**TO DO**
List every line below containing "mouth".
★ ★ ★ ★ ★ ★ ★
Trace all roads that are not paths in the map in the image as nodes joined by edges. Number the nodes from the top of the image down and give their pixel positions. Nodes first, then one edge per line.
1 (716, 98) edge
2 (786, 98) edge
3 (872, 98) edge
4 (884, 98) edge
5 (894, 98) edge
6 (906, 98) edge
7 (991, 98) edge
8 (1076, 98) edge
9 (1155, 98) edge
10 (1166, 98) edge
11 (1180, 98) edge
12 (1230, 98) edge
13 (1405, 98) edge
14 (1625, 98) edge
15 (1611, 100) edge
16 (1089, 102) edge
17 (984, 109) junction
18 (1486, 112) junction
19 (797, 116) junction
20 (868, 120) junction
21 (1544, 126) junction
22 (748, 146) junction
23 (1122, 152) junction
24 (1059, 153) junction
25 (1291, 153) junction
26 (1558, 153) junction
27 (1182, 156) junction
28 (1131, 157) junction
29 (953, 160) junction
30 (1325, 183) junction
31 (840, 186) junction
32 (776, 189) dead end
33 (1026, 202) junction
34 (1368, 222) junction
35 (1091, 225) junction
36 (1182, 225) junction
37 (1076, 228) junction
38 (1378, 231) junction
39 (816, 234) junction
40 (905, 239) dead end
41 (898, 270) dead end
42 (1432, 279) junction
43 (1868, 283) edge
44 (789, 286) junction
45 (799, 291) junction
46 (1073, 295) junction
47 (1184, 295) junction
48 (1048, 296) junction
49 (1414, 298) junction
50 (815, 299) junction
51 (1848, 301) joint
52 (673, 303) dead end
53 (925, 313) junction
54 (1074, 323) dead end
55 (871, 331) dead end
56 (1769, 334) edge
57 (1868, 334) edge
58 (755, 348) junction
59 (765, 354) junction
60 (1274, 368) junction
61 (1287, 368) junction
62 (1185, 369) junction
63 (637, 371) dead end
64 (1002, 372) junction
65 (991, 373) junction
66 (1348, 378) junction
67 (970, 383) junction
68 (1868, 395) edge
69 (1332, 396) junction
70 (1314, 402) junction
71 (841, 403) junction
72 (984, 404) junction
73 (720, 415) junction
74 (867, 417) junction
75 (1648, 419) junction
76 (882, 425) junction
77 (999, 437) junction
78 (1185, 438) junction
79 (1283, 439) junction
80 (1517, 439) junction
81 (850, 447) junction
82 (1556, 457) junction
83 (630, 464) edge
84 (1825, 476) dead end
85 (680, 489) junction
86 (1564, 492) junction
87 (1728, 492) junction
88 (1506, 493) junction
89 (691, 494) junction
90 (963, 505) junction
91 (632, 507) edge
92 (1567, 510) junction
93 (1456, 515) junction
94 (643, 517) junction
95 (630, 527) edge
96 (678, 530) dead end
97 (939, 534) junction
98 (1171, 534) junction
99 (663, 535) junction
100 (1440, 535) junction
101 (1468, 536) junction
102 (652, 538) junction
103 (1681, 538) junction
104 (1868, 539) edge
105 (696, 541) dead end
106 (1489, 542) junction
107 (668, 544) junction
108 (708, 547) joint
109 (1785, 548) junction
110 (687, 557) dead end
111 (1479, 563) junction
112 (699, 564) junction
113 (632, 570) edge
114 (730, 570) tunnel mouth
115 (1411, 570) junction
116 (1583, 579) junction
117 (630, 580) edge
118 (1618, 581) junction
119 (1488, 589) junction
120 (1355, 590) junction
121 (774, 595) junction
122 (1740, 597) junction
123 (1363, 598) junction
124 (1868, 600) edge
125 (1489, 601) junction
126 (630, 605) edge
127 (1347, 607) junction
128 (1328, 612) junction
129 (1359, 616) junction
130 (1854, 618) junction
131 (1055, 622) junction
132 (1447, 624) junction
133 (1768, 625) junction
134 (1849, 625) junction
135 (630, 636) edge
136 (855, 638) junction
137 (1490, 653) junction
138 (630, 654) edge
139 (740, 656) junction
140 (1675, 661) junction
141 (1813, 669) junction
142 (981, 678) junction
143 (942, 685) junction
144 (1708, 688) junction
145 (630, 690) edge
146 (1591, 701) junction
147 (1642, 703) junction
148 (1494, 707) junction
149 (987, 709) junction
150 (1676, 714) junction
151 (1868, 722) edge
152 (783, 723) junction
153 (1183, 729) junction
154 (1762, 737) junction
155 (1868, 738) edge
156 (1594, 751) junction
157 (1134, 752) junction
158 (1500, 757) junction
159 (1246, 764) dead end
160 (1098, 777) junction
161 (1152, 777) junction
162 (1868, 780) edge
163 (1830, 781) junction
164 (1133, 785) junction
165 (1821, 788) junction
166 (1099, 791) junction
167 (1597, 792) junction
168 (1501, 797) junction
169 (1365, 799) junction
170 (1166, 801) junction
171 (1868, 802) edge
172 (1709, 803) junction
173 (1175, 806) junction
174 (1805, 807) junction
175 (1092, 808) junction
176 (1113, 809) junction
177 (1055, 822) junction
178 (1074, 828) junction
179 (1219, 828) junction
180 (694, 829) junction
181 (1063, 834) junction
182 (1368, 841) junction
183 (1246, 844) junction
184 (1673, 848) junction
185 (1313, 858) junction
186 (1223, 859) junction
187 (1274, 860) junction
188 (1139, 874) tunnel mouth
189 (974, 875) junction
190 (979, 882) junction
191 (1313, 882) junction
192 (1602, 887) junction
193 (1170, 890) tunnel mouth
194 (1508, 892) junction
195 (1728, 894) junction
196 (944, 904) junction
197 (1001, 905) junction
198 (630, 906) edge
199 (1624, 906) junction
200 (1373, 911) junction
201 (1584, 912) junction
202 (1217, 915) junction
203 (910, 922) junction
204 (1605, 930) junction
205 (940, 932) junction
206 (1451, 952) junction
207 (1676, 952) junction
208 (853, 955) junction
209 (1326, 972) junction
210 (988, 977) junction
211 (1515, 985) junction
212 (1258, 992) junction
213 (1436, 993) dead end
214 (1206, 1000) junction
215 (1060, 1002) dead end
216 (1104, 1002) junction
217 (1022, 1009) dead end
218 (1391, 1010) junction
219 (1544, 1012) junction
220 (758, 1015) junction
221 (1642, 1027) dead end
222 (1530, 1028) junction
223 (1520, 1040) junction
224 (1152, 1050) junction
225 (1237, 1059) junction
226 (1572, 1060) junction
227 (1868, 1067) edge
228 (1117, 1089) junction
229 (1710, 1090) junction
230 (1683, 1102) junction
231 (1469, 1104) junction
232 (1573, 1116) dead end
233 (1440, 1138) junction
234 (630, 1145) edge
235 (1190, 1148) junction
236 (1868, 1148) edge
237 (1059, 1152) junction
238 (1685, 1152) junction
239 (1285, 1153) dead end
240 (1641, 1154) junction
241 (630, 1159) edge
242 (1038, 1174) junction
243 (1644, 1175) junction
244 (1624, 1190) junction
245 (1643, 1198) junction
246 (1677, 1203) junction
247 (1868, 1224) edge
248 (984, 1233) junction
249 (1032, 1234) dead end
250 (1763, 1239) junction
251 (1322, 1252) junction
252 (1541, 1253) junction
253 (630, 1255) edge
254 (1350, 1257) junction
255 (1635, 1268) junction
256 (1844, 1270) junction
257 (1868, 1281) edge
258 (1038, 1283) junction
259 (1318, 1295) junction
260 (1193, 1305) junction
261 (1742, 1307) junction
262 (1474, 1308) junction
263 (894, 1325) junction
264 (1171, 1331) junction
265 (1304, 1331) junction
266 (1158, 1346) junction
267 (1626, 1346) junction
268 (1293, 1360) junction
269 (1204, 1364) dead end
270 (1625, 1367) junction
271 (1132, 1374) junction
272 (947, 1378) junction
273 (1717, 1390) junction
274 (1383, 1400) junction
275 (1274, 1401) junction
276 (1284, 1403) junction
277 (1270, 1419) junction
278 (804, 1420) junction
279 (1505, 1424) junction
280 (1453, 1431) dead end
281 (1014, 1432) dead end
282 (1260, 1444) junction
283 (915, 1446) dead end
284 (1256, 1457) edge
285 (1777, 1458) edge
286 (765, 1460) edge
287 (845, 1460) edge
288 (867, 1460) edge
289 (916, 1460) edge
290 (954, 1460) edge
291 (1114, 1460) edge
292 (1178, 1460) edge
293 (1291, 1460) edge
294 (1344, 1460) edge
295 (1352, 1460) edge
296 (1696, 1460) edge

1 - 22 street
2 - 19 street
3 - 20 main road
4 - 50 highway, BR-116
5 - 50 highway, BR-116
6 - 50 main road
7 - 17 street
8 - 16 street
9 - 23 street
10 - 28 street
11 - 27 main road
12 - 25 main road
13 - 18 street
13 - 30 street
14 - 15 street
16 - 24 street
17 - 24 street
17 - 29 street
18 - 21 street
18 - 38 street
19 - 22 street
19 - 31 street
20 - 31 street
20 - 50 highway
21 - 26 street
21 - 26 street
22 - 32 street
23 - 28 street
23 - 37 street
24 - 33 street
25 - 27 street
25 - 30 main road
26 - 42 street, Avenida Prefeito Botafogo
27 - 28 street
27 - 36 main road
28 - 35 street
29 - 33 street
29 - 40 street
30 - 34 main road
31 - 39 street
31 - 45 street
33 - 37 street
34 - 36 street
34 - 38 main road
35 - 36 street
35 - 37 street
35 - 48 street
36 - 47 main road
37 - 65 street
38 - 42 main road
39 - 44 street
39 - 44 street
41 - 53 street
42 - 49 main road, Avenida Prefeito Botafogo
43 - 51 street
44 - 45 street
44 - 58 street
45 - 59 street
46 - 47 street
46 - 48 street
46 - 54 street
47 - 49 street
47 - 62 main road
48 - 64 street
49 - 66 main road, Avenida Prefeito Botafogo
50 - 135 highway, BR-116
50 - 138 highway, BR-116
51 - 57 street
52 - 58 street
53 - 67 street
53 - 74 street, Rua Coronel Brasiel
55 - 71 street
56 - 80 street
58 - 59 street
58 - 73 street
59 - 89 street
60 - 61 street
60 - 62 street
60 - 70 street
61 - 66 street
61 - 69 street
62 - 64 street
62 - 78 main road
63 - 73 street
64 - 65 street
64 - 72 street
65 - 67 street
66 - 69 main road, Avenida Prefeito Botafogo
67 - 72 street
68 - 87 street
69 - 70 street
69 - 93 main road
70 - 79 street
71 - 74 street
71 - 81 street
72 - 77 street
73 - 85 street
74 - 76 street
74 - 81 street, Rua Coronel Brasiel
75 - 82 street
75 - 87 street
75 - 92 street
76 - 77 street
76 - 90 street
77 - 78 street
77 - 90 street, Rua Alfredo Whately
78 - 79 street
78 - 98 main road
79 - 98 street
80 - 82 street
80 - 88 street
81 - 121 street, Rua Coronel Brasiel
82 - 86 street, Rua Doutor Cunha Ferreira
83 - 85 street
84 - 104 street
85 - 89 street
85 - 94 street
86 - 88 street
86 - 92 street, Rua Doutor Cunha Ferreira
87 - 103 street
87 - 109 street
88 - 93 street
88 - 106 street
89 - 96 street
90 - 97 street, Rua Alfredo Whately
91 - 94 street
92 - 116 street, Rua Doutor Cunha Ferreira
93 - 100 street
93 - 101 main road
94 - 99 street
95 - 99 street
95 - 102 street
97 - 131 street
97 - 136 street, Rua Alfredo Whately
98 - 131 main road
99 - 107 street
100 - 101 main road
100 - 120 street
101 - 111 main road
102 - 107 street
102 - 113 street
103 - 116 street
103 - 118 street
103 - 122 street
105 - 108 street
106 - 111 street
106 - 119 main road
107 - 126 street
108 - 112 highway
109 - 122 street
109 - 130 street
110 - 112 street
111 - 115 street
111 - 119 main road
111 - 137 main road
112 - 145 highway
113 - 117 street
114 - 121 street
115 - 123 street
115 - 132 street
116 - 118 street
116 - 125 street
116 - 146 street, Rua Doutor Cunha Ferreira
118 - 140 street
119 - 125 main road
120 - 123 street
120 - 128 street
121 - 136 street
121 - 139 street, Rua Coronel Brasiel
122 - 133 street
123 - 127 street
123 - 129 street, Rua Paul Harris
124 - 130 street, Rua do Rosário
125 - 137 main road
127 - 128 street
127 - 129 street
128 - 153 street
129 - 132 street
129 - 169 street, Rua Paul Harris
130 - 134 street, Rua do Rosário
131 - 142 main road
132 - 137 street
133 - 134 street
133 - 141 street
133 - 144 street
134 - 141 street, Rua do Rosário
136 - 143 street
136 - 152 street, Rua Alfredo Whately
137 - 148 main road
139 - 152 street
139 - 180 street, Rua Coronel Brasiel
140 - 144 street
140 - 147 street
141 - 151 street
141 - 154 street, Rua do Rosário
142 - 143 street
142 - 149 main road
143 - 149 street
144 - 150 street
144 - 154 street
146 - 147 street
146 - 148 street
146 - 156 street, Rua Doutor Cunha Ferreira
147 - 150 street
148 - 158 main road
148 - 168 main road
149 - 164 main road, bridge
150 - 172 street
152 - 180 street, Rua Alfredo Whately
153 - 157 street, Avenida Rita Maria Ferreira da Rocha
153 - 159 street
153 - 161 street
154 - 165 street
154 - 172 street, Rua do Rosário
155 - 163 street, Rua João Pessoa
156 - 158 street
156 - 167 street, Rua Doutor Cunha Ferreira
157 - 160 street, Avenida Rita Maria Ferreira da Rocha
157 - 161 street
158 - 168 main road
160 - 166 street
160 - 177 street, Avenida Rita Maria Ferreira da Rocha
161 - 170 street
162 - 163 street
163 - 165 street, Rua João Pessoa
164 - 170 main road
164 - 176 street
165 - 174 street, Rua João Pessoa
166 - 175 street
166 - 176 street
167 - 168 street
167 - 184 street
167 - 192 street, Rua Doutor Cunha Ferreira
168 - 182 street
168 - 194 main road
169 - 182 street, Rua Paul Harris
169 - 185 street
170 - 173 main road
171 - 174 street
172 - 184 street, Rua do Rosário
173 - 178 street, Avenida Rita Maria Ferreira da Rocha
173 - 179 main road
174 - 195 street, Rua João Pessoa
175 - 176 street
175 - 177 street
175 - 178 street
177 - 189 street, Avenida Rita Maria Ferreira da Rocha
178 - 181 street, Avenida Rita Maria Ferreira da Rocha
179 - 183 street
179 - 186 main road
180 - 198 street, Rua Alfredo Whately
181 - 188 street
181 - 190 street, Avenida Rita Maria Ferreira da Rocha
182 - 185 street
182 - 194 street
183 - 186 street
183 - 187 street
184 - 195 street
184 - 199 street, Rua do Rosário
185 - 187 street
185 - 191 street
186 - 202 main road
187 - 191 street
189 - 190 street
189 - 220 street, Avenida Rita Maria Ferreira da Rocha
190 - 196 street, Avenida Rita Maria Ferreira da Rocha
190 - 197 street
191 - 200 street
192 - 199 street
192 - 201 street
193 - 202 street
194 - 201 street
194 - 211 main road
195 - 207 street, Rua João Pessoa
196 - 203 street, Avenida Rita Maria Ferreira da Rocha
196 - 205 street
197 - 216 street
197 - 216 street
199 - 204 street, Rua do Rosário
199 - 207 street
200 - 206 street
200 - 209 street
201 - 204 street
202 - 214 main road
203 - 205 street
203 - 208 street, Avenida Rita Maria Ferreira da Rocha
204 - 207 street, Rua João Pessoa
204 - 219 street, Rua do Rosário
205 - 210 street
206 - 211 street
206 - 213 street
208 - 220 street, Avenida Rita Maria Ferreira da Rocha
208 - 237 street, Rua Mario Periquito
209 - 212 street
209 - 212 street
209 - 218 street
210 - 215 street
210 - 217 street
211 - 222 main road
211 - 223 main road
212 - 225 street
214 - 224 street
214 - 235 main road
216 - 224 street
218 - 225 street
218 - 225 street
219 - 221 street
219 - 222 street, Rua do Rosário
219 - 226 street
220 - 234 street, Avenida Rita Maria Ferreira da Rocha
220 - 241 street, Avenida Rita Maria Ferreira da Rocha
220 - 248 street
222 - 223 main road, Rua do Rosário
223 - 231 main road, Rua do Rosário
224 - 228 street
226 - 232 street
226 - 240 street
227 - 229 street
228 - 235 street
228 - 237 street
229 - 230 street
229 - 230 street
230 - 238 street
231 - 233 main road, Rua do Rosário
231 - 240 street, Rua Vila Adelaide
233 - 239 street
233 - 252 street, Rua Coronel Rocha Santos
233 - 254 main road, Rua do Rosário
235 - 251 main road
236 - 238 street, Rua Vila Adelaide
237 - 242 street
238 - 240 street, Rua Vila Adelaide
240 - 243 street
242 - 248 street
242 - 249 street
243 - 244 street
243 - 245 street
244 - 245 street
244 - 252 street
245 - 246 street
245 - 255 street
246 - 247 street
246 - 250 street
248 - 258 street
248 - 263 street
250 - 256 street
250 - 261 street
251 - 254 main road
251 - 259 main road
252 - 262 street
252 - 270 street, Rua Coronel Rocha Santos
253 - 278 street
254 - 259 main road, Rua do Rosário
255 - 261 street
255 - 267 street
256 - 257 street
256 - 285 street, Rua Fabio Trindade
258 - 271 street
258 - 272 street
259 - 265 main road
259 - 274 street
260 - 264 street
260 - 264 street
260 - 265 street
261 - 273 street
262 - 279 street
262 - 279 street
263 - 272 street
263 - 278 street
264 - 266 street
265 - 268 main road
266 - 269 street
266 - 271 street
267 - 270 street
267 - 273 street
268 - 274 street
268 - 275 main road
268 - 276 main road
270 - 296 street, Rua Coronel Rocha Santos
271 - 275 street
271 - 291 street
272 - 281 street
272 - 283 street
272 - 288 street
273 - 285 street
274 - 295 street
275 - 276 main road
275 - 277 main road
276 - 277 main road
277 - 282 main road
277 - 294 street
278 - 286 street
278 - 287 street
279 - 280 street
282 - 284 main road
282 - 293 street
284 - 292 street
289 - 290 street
★ ★ ★ ★ ★ ★ ★
**RESULT OF THIS TASK**
114 (730, 570) tunnel mouth
188 (1139, 874) tunnel mouth
193 (1170, 890) tunnel mouth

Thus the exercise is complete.